Air California, later renamed AirCal, was founded by William E. Myers and Bill Perrera, a partnership of Orange County businessmen. It began as an intrastate airline operating solely within California.

Air California was headquartered in Newport Beach, California.[1][2][3] The airline's "home" airport was Orange County Airport, now known as John Wayne Airport.

Scheduled passenger operations commenced on January 16, 1967. Air California's initial route was a nonstop flight between Orange County Airport (SNA) and San Francisco International Airport (SFO), a previously unserved route. Two Lockheed L-188 Electra turboprops were used to make five daily round-trip flights. [4]
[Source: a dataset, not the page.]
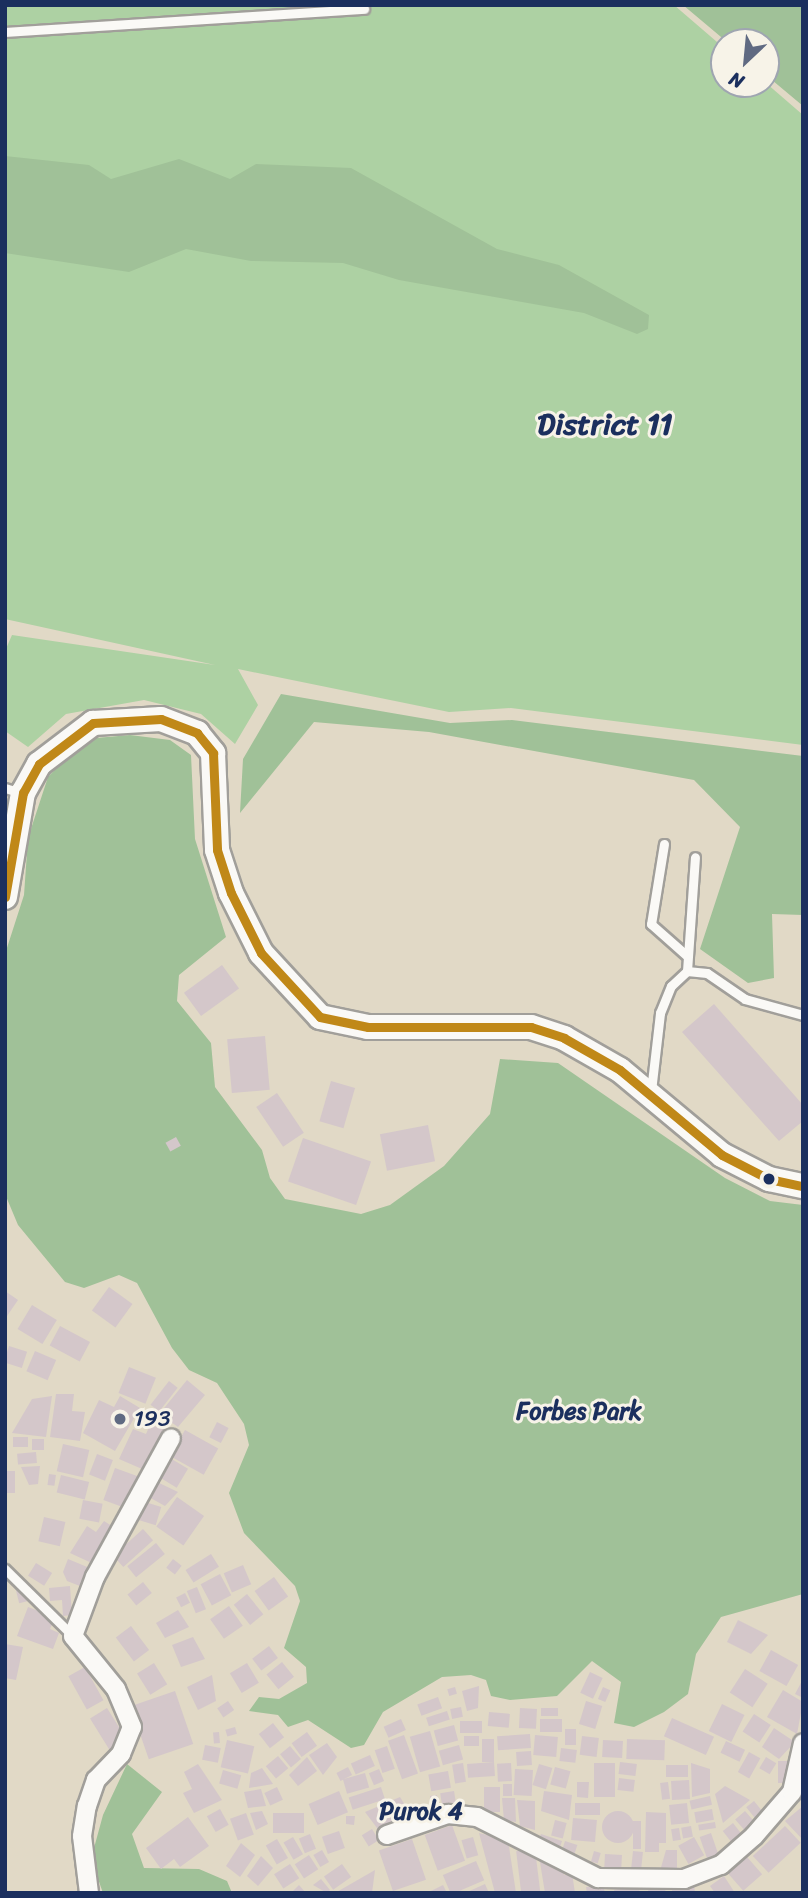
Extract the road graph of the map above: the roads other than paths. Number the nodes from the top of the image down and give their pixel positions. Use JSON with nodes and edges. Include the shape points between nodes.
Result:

Following the federal Airline Deregulation Act in 1978, Air California expanded its service to several destinations in neighboring states. In the 1980s, in addition to its California routes, it was flying to Chicago (ORD), Seattle (SEA), Anchorage (ANC), and Vancouver, B.C. (YVR) as well as to other destinations in the western U.S.

The airline was renamed AirCal in 1981, and it was merged into American Airlines in 1987.[5]

History[edit]

Air California 737-200 in 1980

In April 1967, Air California was operating 48 nonstop Lockheed L-188 Electra propjet flights a week from Orange County (SNA) to San Francisco (SFO). The fare was $14.85 plus 5% tax. It added Orange County (SNA) to San Jose (SJC)/Oakland (OAK) flights around the beginning of 1968.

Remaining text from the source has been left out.